At first, the price might seem silly. I’m pretty sure you can even get most, if not all, of the BBC Radio stations live for free – something I don’t think even this app does. And for that matter, I’ve checked: you can listen to past episodes of one of the BBC Listener shows, Americana, for free online. The app itself seems to be not much more than a fancy curated service of shows the BBC is trying to make a buck off by making non-UK users pay for them… despite offering some for free to desktop users and (as I’ve just found out) having at least the latest episode of some shows, such as BBC Listener’s In Our Time and Desert Island Disks, available as a podcast – for free – on iTunes and thus on iPods and iPhones. On the flip-side, at least one of the BBC Listener shows, Life Story, doesn’t seem to be available online.

It’s kind of infuriating. The only good point I can give for the app is the fact that it does at least curate the content and offer what the BBC believes would interest US and Canadian listeners. But if the fact you make people pay (a subscription, at that) for less or the same amount of content than they get for free – the 400+ archive being possibly this app’s only saving grace – is fairly sad.
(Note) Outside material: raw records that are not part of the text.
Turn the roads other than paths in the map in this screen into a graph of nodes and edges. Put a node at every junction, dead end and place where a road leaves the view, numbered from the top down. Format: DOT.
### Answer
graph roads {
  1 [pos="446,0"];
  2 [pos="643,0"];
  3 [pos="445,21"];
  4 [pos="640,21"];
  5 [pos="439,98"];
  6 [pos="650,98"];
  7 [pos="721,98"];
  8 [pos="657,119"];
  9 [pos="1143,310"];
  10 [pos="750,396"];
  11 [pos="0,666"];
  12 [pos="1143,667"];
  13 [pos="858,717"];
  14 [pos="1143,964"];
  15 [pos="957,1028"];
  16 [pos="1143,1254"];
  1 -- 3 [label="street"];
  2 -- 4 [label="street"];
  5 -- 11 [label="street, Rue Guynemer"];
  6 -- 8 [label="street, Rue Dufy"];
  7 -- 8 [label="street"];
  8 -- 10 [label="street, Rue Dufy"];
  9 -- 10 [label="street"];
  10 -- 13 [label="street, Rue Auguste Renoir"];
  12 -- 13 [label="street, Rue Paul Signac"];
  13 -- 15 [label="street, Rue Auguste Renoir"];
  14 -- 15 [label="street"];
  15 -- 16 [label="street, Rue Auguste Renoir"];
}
But think of this: What if the BBC wasn’t undermining its own pricing model by offering the same content for free? What if it was only available as a paid app? What if the back catalogue actually reflected the back catalogue of the people behind the app (I’m sure the BBC has much more than just 400 shows that it could offer online)? What if we stopped talking about the BBC but instead talk of a smaller, newer media organization?
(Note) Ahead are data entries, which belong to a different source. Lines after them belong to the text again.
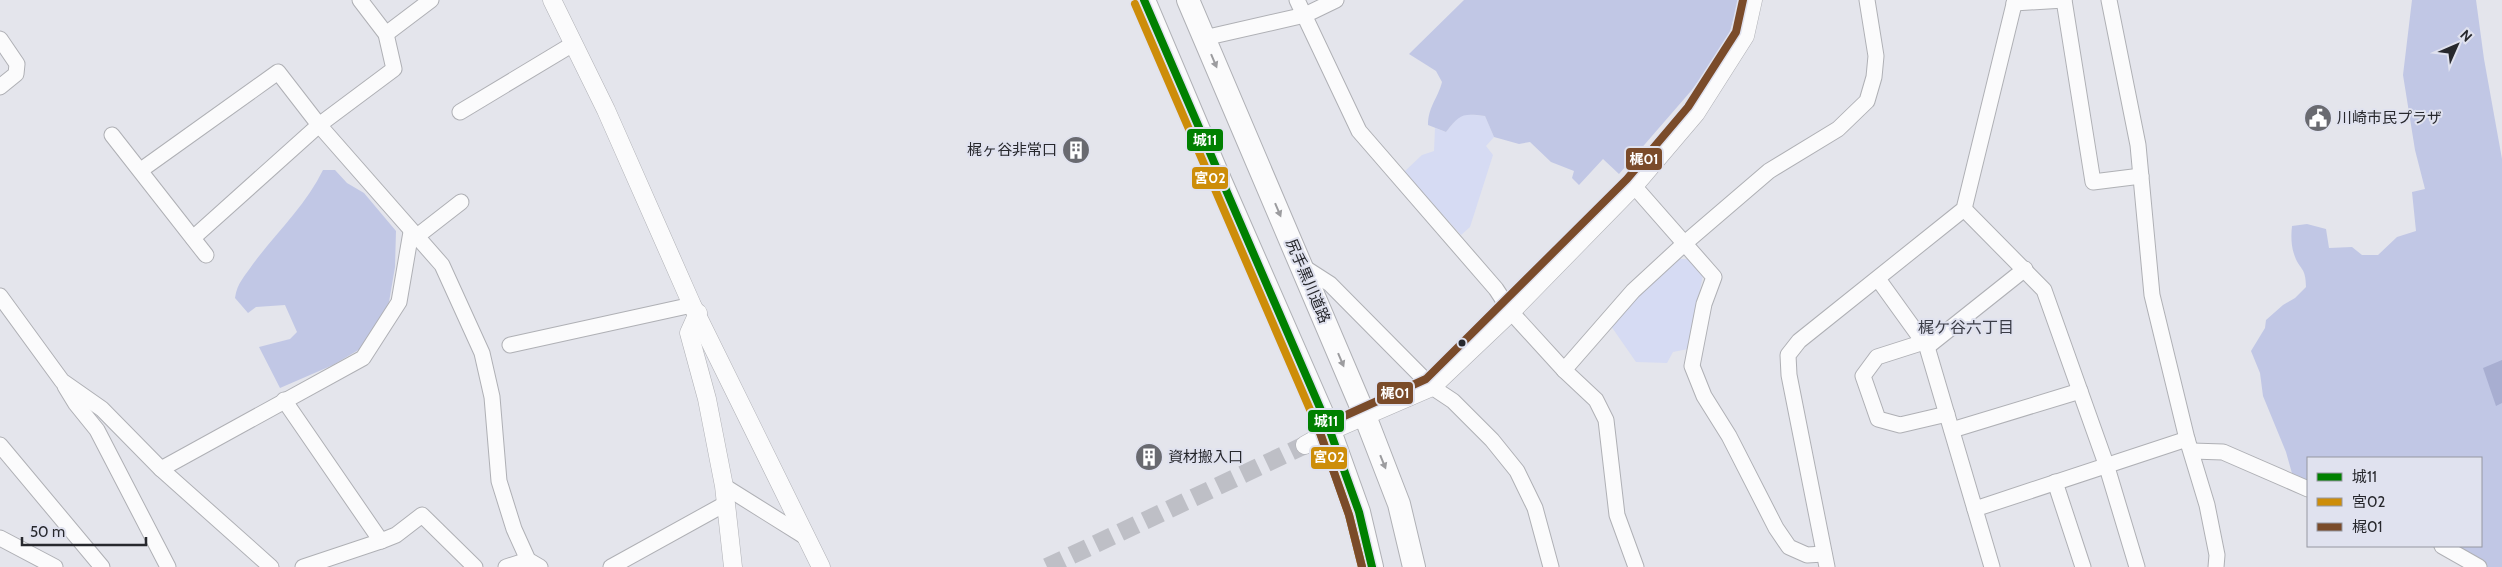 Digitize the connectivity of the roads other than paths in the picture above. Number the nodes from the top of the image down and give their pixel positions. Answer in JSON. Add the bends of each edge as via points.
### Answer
{"nodes":[{"id":1,"x":360,"y":0,"type":"edge"},
{"id":2,"x":431,"y":0,"type":"edge"},
{"id":3,"x":552,"y":0,"type":"edge"},
{"id":4,"x":1144,"y":0,"type":"edge"},
{"id":5,"x":1188,"y":0,"type":"edge"},
{"id":6,"x":1297,"y":0,"type":"edge"},
{"id":7,"x":1336,"y":0,"type":"edge"},
{"id":8,"x":1753,"y":0,"type":"edge"},
{"id":9,"x":1866,"y":0,"type":"edge"},
{"id":10,"x":2064,"y":0,"type":"edge"},
{"id":11,"x":2109,"y":0,"type":"edge"},
{"id":12,"x":2014,"y":2,"type":"edge"},
{"id":13,"x":1305,"y":15,"type":"junction"},
{"id":14,"x":386,"y":34,"type":"junction"},
{"id":15,"x":1204,"y":38,"type":"junction"},
{"id":16,"x":0,"y":39,"type":"edge"},
{"id":17,"x":574,"y":44,"type":"junction"},
{"id":18,"x":0,"y":87,"type":"edge"},
{"id":19,"x":460,"y":112,"type":"dead end"},
{"id":20,"x":319,"y":125,"type":"junction"},
{"id":21,"x":112,"y":135,"type":"dead end"},
{"id":22,"x":141,"y":170,"type":"junction"},
{"id":23,"x":2141,"y":176,"type":"junction"},
{"id":24,"x":1634,"y":186,"type":"junction"},
{"id":25,"x":460,"y":202,"type":"dead end"},
{"id":26,"x":1964,"y":209,"type":"junction"},
{"id":27,"x":414,"y":235,"type":"junction"},
{"id":28,"x":193,"y":238,"type":"junction"},
{"id":29,"x":1685,"y":244,"type":"junction"},
{"id":30,"x":206,"y":255,"type":"dead end"},
{"id":31,"x":1301,"y":265,"type":"junction"},
{"id":32,"x":2025,"y":269,"type":"junction"},
{"id":33,"x":1878,"y":278,"type":"junction"},
{"id":34,"x":0,"y":296,"type":"edge"},
{"id":35,"x":695,"y":309,"type":"junction"},
{"id":36,"x":1511,"y":312,"type":"junction"},
{"id":37,"x":1925,"y":344,"type":"junction"},
{"id":38,"x":510,"y":345,"type":"dead end"},
{"id":39,"x":1564,"y":370,"type":"junction"},
{"id":40,"x":62,"y":381,"type":"junction"},
{"id":41,"x":1432,"y":388,"type":"junction"},
{"id":42,"x":2080,"y":391,"type":"junction"},
{"id":43,"x":284,"y":400,"type":"junction"},
{"id":44,"x":1947,"y":414,"type":"junction"},
{"id":45,"x":1365,"y":416,"type":"junction"},
{"id":46,"x":1952,"y":430,"type":"junction"},
{"id":47,"x":1330,"y":431,"type":"junction"},
{"id":48,"x":0,"y":445,"type":"edge"},
{"id":49,"x":1305,"y":445,"type":"tunnel mouth"},
{"id":50,"x":2189,"y":445,"type":"junction"},
{"id":51,"x":2106,"y":464,"type":"junction"},
{"id":52,"x":161,"y":469,"type":"junction"},
{"id":53,"x":2055,"y":482,"type":"junction"},
{"id":54,"x":724,"y":486,"type":"junction"},
{"id":55,"x":2307,"y":489,"type":"edge"},
{"id":56,"x":724,"y":504,"type":"junction"},
{"id":57,"x":1975,"y":509,"type":"junction"},
{"id":58,"x":0,"y":538,"type":"edge"},
{"id":59,"x":807,"y":538,"type":"junction"},
{"id":60,"x":381,"y":541,"type":"junction"},
{"id":61,"x":2444,"y":547,"type":"edge"},
{"id":62,"x":1826,"y":560,"type":"edge"},
{"id":63,"x":534,"y":564,"type":"edge"},
{"id":64,"x":55,"y":567,"type":"edge"},
{"id":65,"x":102,"y":567,"type":"edge"},
{"id":66,"x":168,"y":567,"type":"edge"},
{"id":67,"x":271,"y":567,"type":"edge"},
{"id":68,"x":303,"y":567,"type":"edge"},
{"id":69,"x":475,"y":567,"type":"edge"},
{"id":70,"x":506,"y":567,"type":"edge"},
{"id":71,"x":611,"y":567,"type":"edge"},
{"id":72,"x":733,"y":567,"type":"edge"},
{"id":73,"x":821,"y":567,"type":"edge"},
{"id":74,"x":1372,"y":567,"type":"edge"},
{"id":75,"x":1414,"y":567,"type":"edge"},
{"id":76,"x":1551,"y":567,"type":"edge"},
{"id":77,"x":1636,"y":567,"type":"edge"},
{"id":78,"x":1992,"y":567,"type":"edge"},
{"id":79,"x":2083,"y":567,"type":"edge"},
{"id":80,"x":2137,"y":567,"type":"edge"},
{"id":81,"x":2216,"y":567,"type":"edge"},
{"id":82,"x":2479,"y":567,"type":"edge"}],
"edges":[{"from":1,"to":14,"type":"street"},
{"from":2,"to":14,"type":"street"},
{"from":3,"to":17,"type":"street"},
{"from":4,"to":47,"type":"main road"},
{"from":5,"to":15,"type":"main road","name":"尻手黒川道路"},
{"from":6,"to":13,"type":"street"},
{"from":7,"to":13,"type":"street"},
{"from":8,"to":24,"type":"street","via":[[1744,36],[1730,59],[1696,112]]},
{"from":9,"to":29,"type":"street","via":[[1876,56],[1867,101],[1838,128],[1769,171]]},
{"from":10,"to":12,"type":"street"},
{"from":10,"to":23,"type":"street","via":[[2093,182]]},
{"from":11,"to":23,"type":"street","via":[[2138,145]]},
{"from":12,"to":26,"type":"street"},
{"from":13,"to":15,"type":"street"},
{"from":13,"to":36,"type":"street","via":[[1358,131],[1496,289]]},
{"from":14,"to":20,"type":"street","via":[[394,70]]},
{"from":15,"to":31,"type":"main road","name":"尻手黒川道路","one_way":true},
{"from":16,"to":18,"type":"street","via":[[17,64],[16,74]]},
{"from":17,"to":19,"type":"street"},
{"from":17,"to":35,"type":"street"},
{"from":20,"to":22,"type":"street","via":[[278,72]]},
{"from":20,"to":27,"type":"street"},
{"from":20,"to":28,"type":"street"},
{"from":21,"to":22,"type":"street"},
{"from":22,"to":28,"type":"street"},
{"from":23,"to":50,"type":"street","via":[[2152,295]]},
{"from":24,"to":29,"type":"street"},
{"from":24,"to":36,"type":"street"},
{"from":25,"to":27,"type":"street"},
{"from":26,"to":32,"type":"street"},
{"from":26,"to":33,"type":"street"},
{"from":27,"to":43,"type":"street","via":[[398,302],[363,358]]},
{"from":27,"to":63,"type":"street","via":[[442,265],[482,353],[492,397],[499,481],[514,529]]},
{"from":28,"to":30,"type":"street"},
{"from":29,"to":39,"type":"street","via":[[1634,291]]},
{"from":29,"to":62,"type":"street","via":[[1714,277],[1704,304],[1692,366],[1704,396],[1789,547]]},
{"from":31,"to":41,"type":"street","via":[[1330,284]]},
{"from":31,"to":45,"type":"main road","name":"尻手黒川道路","one_way":true},
{"from":32,"to":37,"type":"street"},
{"from":32,"to":42,"type":"street","via":[[2044,290]]},
{"from":33,"to":37,"type":"street"},
{"from":33,"to":62,"type":"street","via":[[1799,340],[1788,355]]},
{"from":34,"to":40,"type":"street"},
{"from":35,"to":38,"type":"street"},
{"from":35,"to":54,"type":"street","via":[[689,333],[707,399]]},
{"from":35,"to":59,"type":"street"},
{"from":36,"to":39,"type":"street"},
{"from":36,"to":41,"type":"street"},
{"from":37,"to":44,"type":"street"},
{"from":37,"to":44,"type":"street","via":[[1877,357],[1863,376],[1878,419],[1900,425]]},
{"from":39,"to":77,"type":"street","via":[[1596,400],[1606,420],[1617,515]]},
{"from":40,"to":52,"type":"street","via":[[102,409]]},
{"from":40,"to":66,"type":"street","via":[[97,430]]},
{"from":41,"to":45,"type":"street"},
{"from":41,"to":76,"type":"street","via":[[1453,401],[1517,471],[1535,508]]},
{"from":42,"to":46,"type":"street"},
{"from":42,"to":51,"type":"street"},
{"from":43,"to":52,"type":"street"},
{"from":43,"to":60,"type":"street"},
{"from":44,"to":46,"type":"street"},
{"from":45,"to":47,"type":"street"},
{"from":45,"to":75,"type":"main road","name":"尻手黒川道路","one_way":true,"via":[[1400,504]]},
{"from":46,"to":57,"type":"street"},
{"from":47,"to":49,"type":"street"},
{"from":47,"to":74,"type":"main road","via":[[1360,512]]},
{"from":48,"to":65,"type":"street"},
{"from":50,"to":51,"type":"street"},
{"from":50,"to":55,"type":"street","via":[[2222,452]]},
{"from":50,"to":81,"type":"street","via":[[2207,505],[2217,555]]},
{"from":51,"to":53,"type":"street"},
{"from":51,"to":80,"type":"street"},
{"from":52,"to":67,"type":"street"},
{"from":53,"to":57,"type":"street"},
{"from":53,"to":79,"type":"street"},
{"from":54,"to":56,"type":"street"},
{"from":54,"to":59,"type":"street"},
{"from":56,"to":71,"type":"street"},
{"from":56,"to":72,"type":"street"},
{"from":57,"to":78,"type":"street"},
{"from":58,"to":64,"type":"street"},
{"from":59,"to":73,"type":"street"},
{"from":60,"to":68,"type":"street"},
{"from":60,"to":69,"type":"street","via":[[396,535],[422,515]]},
{"from":61,"to":82,"type":"street"},
{"from":63,"to":70,"type":"street"}]}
This simple subscription model the BBC is using might work well to fund a smaller podcasting network that tailors directly and specifically to it’s subscriber’s interests. The less pretty example of this – depending on how you define “pretty” – might be porn but more useful examples might include a service offering shows related to a small community not being well served by a city’s radio station or a service offering video guides for using Mac software (I’m talking about ScreenCastsOnline’s premium service). It’s not a new idea, clearly, but what seems to annoy me about the BBC Listener app is the fact the BBC could have done exactly that: offer an app with new, original shows tailored to a North American audience. The shows and app would be self-funded through a subscription fee and thus not use up UK tax payer’s money on content that probably wouldn’t interest them.

But they appear to have decided to just charge you for some stuff that’s free anyways. I will admit that I haven’t tried it yet and probably won’t seeing how they seem to be charing for new and past BBC radio shows, something I wouldn’t pay for even if there wasn’t a free alternative. If you’ve tried the app and think I’ve gotten the app all wrong, please tell me.